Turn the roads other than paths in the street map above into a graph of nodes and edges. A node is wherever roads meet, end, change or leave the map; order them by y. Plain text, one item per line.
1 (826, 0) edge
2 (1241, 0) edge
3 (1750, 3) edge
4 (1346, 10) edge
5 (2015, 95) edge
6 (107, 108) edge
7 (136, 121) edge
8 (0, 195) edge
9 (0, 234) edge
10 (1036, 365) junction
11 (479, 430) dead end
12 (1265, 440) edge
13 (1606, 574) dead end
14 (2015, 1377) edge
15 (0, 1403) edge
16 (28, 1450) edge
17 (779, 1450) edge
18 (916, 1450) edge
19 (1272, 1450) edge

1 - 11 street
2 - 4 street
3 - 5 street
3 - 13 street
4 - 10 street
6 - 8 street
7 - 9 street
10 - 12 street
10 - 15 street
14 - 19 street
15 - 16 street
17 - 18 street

========

#### [WORK INSTRUCTIONS]
Please transcribe the whole listing exactly as it stands.

#### [OUTPUT FOR THIS EXERCISE]
Turn the roads other than paths in the street map above into a graph of nodes and edges. A node is wherever roads meet, end, change or leave the map; order them by y. Plain text, one item per line.
1 (826, 0) edge
2 (1241, 0) edge
3 (1750, 3) edge
4 (1346, 10) edge
5 (2015, 95) edge
6 (107, 108) edge
7 (136, 121) edge
8 (0, 195) edge
9 (0, 234) edge
10 (1036, 365) junction
11 (479, 430) dead end
12 (1265, 440) edge
13 (1606, 574) dead end
14 (2015, 1377) edge
15 (0, 1403) edge
16 (28, 1450) edge
17 (779, 1450) edge
18 (916, 1450) edge
19 (1272, 1450) edge

1 - 11 street
2 - 4 street
3 - 5 street
3 - 13 street
4 - 10 street
6 - 8 street
7 - 9 street
10 - 12 street
10 - 15 street
14 - 19 street
15 - 16 street
17 - 18 street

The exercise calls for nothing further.